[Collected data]
****************
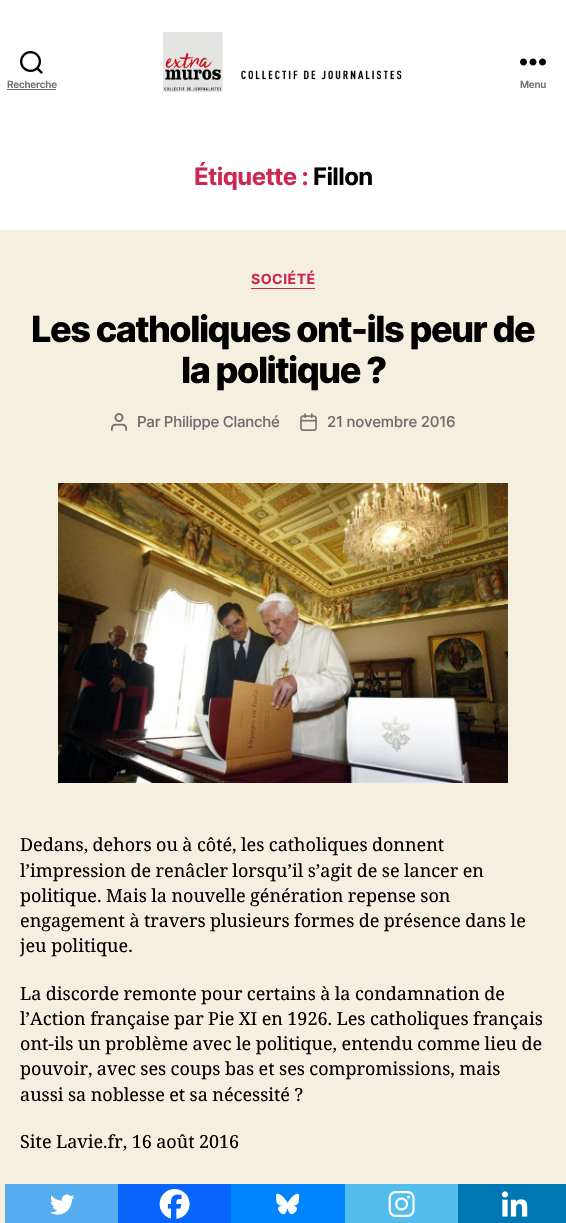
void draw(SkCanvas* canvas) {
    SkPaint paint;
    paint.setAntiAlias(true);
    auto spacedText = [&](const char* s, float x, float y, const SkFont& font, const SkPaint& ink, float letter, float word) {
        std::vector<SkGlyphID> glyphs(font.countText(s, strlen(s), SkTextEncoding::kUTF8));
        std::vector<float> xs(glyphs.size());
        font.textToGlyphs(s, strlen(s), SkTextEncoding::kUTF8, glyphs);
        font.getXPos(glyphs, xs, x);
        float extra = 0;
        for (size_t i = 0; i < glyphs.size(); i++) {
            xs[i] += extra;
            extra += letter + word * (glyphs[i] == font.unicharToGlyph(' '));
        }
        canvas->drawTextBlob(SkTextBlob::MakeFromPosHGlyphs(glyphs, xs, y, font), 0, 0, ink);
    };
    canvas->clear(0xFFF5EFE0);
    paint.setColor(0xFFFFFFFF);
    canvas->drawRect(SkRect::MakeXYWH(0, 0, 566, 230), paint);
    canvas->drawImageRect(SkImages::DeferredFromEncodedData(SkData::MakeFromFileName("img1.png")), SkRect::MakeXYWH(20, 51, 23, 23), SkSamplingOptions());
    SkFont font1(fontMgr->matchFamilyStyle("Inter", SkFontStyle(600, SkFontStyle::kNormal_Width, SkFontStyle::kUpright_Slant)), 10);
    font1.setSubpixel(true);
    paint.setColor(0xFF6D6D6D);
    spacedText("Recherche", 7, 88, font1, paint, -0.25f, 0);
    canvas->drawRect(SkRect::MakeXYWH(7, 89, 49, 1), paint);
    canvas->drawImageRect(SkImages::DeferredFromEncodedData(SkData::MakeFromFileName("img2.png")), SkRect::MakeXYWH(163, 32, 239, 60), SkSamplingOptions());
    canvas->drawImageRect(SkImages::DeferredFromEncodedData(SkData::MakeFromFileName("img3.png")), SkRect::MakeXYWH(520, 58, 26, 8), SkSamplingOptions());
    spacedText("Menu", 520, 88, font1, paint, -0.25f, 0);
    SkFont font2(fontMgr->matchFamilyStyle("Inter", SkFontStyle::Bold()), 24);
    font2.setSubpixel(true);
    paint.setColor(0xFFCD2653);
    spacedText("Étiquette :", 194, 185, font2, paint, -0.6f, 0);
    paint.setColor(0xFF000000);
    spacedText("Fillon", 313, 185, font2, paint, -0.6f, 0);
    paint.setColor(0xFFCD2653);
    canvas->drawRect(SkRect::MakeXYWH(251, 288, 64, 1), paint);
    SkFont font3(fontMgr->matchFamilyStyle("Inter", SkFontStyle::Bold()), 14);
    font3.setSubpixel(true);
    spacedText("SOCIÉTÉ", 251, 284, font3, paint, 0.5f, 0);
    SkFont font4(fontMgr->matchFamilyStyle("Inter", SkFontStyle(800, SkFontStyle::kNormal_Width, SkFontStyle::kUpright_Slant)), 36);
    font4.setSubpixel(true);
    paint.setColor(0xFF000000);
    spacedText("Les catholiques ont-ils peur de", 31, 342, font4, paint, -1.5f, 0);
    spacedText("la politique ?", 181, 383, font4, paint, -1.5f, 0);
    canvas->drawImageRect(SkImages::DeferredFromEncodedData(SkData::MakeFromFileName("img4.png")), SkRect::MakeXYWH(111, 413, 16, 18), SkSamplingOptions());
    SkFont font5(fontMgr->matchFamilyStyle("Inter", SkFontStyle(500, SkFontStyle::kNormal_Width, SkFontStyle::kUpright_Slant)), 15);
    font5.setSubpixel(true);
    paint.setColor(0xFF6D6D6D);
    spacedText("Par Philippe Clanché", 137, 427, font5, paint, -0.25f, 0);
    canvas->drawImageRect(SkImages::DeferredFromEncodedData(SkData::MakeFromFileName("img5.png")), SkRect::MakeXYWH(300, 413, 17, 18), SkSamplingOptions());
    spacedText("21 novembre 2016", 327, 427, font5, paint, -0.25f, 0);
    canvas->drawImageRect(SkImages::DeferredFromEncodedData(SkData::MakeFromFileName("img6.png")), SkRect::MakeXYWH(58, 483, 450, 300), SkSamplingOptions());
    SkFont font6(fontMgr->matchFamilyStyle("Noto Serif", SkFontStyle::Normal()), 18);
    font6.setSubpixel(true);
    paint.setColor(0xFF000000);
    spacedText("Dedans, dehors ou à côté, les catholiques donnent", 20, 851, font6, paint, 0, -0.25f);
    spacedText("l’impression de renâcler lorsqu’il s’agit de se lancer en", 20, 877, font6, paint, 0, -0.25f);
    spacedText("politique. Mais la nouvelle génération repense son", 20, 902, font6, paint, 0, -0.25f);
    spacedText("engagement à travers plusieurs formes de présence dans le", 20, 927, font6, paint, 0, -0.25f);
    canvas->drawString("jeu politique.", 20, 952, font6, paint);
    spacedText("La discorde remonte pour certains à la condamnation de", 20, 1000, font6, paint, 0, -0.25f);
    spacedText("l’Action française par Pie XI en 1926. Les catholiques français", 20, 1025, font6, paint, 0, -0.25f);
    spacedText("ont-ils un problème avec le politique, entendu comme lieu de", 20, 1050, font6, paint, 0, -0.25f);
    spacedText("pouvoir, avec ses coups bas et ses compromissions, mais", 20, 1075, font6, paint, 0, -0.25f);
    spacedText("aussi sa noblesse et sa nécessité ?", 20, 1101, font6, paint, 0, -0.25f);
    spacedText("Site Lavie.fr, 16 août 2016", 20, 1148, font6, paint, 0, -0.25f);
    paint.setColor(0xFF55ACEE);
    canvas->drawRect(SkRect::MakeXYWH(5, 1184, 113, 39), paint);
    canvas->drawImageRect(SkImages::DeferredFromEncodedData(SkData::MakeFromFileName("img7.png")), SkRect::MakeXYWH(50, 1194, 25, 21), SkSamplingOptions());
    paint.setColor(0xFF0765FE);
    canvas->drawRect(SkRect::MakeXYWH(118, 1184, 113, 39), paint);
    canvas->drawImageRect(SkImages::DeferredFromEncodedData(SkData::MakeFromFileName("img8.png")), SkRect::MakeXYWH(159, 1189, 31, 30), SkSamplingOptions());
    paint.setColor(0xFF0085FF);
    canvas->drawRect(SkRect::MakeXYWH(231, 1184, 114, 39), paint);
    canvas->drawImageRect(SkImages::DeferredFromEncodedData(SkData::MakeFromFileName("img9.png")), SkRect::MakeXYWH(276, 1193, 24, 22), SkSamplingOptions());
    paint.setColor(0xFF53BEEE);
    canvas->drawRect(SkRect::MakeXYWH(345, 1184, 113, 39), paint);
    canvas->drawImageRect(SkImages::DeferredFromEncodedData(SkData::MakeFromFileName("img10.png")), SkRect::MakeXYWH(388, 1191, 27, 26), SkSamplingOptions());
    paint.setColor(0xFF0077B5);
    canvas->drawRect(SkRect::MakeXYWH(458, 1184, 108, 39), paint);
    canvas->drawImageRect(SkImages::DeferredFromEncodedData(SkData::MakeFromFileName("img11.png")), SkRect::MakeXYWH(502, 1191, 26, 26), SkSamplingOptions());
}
****************
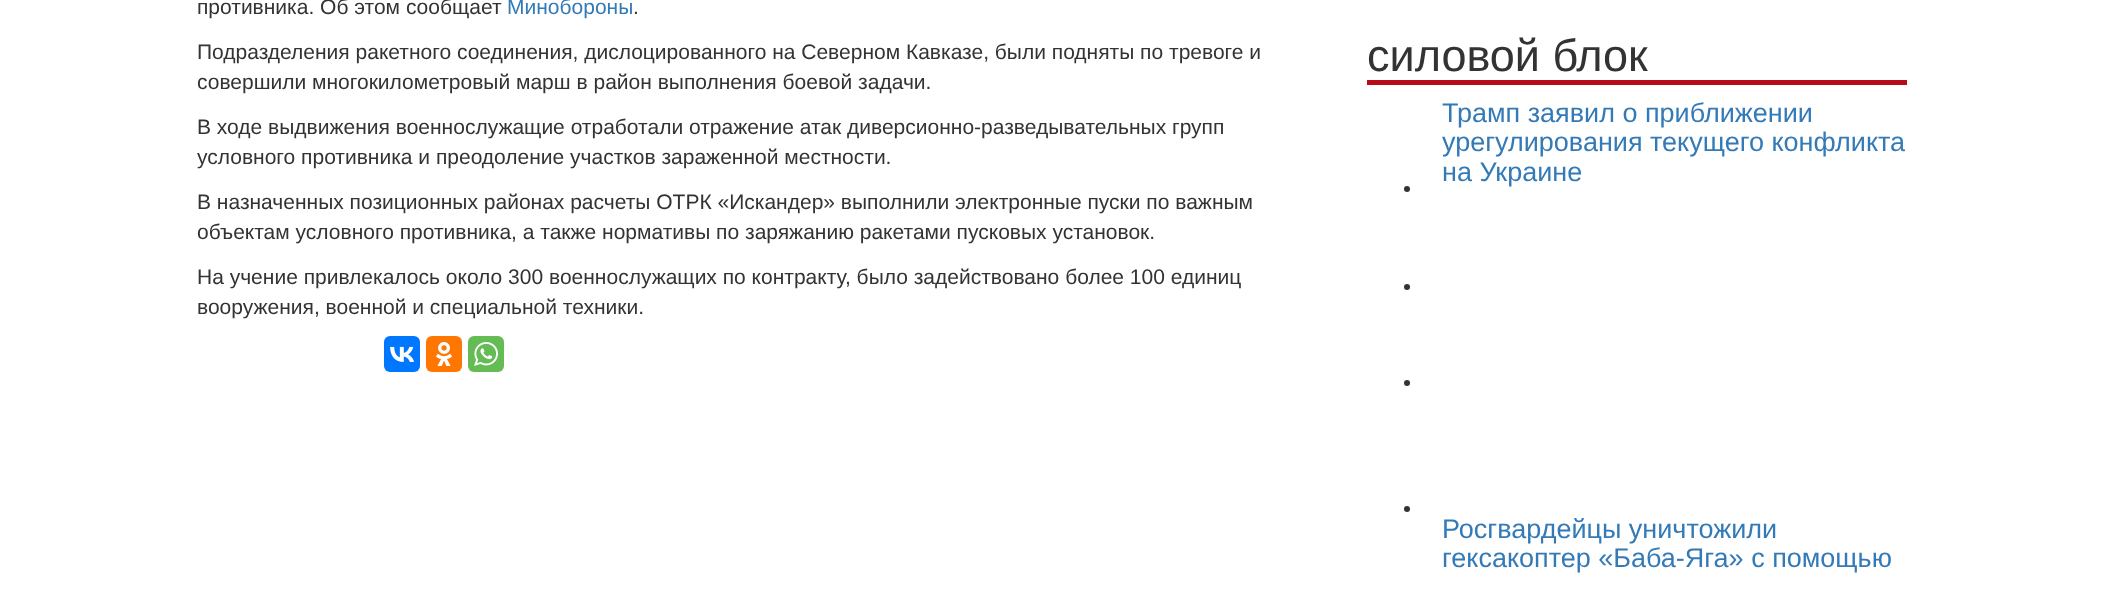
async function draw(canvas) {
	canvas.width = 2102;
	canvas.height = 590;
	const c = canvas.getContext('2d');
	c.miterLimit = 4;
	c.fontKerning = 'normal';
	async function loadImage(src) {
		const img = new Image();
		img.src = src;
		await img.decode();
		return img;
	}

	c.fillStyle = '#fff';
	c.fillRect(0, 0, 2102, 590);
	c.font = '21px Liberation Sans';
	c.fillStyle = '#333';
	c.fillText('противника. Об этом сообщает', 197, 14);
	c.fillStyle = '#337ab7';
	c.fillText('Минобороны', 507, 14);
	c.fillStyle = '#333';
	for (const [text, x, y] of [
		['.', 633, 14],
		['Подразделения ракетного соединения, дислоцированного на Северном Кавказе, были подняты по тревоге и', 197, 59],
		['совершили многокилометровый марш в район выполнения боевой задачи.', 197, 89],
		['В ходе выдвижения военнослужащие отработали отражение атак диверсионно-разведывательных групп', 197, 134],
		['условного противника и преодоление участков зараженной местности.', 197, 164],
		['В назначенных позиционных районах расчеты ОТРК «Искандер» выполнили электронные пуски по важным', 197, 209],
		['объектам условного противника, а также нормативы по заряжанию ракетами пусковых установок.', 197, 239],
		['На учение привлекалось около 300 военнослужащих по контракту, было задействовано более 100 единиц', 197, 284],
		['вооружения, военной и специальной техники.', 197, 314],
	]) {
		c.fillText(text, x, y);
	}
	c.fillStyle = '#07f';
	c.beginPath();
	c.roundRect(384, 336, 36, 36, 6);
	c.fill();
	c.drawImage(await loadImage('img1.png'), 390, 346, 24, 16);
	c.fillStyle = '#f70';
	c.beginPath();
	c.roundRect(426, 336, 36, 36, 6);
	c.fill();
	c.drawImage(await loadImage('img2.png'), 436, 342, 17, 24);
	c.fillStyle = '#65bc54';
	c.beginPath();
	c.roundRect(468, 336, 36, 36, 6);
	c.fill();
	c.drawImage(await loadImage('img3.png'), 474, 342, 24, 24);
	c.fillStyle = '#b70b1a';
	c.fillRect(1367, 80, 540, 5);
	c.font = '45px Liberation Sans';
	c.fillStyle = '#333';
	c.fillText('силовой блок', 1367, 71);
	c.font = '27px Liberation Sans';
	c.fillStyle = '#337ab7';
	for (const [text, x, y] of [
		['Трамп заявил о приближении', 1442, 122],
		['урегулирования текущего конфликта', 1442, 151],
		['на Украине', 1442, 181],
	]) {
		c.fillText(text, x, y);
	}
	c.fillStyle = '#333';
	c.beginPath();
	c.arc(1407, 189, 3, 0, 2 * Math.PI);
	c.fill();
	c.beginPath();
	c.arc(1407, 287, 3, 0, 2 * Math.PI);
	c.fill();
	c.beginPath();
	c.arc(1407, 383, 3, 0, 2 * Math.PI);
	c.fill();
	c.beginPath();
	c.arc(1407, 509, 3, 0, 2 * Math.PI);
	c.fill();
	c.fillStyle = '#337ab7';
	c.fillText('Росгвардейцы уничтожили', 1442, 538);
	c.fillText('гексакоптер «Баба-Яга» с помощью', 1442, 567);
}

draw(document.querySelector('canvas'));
****************
**Task brief:**
The word "strlen" may appear in several lines of the data; copy every line where it does.

**Output:**
        std::vector<SkGlyphID> glyphs(font.countText(s, strlen(s), SkTextEncoding::kUTF8));
        font.textToGlyphs(s, strlen(s), SkTextEncoding::kUTF8, glyphs);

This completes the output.